Press TV, Tehran
Nowruz is just around the corner and Iranians are celebrating it as an ancient festivity marking the first day of spring and the renewal of nature.
Nowruz, a legacy from thousands of years ago, always energizes people celebrating the event to observe many customs and enter the New Year with a totally fresh spirit.
Days before the arrival of Nowruz, Iranians hastily do backlogs and go shopping, to embrace the turn of the Persian year on March 21 with a lot of ceremonial customs waiting to be observed.
Iranians get prepared for Nowruz by cleaning their houses, a custom known as khane-tekani.
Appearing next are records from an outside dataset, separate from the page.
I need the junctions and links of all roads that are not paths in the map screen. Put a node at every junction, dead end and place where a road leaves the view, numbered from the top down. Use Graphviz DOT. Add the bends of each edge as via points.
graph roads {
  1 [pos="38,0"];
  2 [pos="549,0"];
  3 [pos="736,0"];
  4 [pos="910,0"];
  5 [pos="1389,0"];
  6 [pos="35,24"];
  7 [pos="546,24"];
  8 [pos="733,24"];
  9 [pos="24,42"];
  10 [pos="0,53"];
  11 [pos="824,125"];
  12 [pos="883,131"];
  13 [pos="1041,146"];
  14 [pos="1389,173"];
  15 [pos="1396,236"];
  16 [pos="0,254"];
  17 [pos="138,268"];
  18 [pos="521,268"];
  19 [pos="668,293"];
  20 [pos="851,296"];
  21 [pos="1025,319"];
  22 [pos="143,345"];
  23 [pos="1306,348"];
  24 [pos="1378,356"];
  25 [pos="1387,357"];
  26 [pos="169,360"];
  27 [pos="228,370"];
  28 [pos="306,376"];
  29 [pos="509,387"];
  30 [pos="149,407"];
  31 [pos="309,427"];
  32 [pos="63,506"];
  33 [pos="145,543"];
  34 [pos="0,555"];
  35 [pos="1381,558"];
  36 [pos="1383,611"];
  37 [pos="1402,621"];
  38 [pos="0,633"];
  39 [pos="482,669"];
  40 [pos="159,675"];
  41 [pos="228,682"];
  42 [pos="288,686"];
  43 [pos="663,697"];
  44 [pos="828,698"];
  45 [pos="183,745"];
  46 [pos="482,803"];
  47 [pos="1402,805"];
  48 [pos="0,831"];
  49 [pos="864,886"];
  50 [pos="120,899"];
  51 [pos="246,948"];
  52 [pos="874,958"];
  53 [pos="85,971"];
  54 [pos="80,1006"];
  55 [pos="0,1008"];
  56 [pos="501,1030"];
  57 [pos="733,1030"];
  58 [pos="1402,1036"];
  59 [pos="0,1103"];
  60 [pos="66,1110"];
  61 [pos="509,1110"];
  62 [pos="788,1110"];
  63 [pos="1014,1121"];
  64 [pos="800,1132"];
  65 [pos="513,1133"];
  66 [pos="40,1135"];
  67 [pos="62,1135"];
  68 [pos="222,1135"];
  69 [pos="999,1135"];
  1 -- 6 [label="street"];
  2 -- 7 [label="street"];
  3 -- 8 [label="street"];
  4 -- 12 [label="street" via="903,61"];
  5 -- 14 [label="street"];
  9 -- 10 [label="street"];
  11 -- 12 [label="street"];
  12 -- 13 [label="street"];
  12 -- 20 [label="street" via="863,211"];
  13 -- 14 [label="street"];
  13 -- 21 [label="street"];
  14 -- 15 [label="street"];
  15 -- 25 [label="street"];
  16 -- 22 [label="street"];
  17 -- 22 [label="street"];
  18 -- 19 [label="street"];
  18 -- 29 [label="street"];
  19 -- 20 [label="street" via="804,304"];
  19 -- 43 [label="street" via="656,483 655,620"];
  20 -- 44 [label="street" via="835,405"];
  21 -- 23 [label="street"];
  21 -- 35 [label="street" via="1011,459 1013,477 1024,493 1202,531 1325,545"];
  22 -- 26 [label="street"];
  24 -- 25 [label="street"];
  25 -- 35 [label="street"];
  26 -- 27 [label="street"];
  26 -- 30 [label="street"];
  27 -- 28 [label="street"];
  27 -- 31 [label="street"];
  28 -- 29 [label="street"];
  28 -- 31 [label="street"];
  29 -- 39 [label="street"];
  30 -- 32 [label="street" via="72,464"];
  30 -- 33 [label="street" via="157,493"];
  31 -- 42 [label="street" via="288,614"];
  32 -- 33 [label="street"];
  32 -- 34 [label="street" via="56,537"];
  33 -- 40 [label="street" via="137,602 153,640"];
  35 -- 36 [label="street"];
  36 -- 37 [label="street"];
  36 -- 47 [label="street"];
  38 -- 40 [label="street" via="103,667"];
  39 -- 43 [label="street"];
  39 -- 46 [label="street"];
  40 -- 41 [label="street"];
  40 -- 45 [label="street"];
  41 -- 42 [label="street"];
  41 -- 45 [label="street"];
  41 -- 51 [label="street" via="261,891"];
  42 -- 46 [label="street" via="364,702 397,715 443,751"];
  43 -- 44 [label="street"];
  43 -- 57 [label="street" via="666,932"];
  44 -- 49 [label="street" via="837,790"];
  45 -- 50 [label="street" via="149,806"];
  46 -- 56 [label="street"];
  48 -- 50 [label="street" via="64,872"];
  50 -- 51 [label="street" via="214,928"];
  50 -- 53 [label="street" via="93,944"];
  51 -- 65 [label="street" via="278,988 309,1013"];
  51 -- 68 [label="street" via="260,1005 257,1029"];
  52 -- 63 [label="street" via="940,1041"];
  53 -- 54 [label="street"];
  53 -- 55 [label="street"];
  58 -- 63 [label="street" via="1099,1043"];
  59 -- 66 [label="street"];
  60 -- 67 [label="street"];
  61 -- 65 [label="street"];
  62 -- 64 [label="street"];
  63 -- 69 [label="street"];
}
Dusting and cleaning home appliances and furniture, washing rugs, etc are just part of the house cleaning process.
Moreover, Nowruz festivity has a symbolic item unique to this tradition: Sofre-ye haft seen. The haft-seen spread includes seven items all starting with the letter seen in the Persian alphabet. Iranians say there is a history behind each element including: serkeh (vinegar) symbolizes patience and immortality, sumac is a symbol of love and compassion, seeb (apple) is said to represent health and fertility, senjed (silverberry) is seen as a simulator of love and affection, sabzeh (sprouts) symbolizes rebirth, sir (or garlic) is a symbol of protection in the face of affliction, and samanu represents affluence.
Nowruz provides a good opportunity for families and relatives to get together and visit each other. That is why Nowruz has been regarded as the feast of unification.
The celebration of Nowruz needs a happy ending to make it perfect, so on the last day of this celebration, people go outdoors to celebrate the end of the Nowruz holidays. The last day of Nowruz holidays is called Sizdah Bedar or Thirteen Day out which is also called Nature’s Day.
In 2009, the United Nations proclaimed Nowruz an International event, at the initiative of several countries that share this event including Iran, Afghanistan, India and Turkey. It is now widely known to be a symbol of peace to many people.
About 300 million people worldwide celebrate Nowruz, with traditions and rituals that vary in each country. In Iran, families visit each other and sit around the Haft seen praying for a happy beginning of the New Year.
Nowruz is reminiscent of renewal and a new life. It is something beyond a mere festival; it is a culture which introduces a human civilization.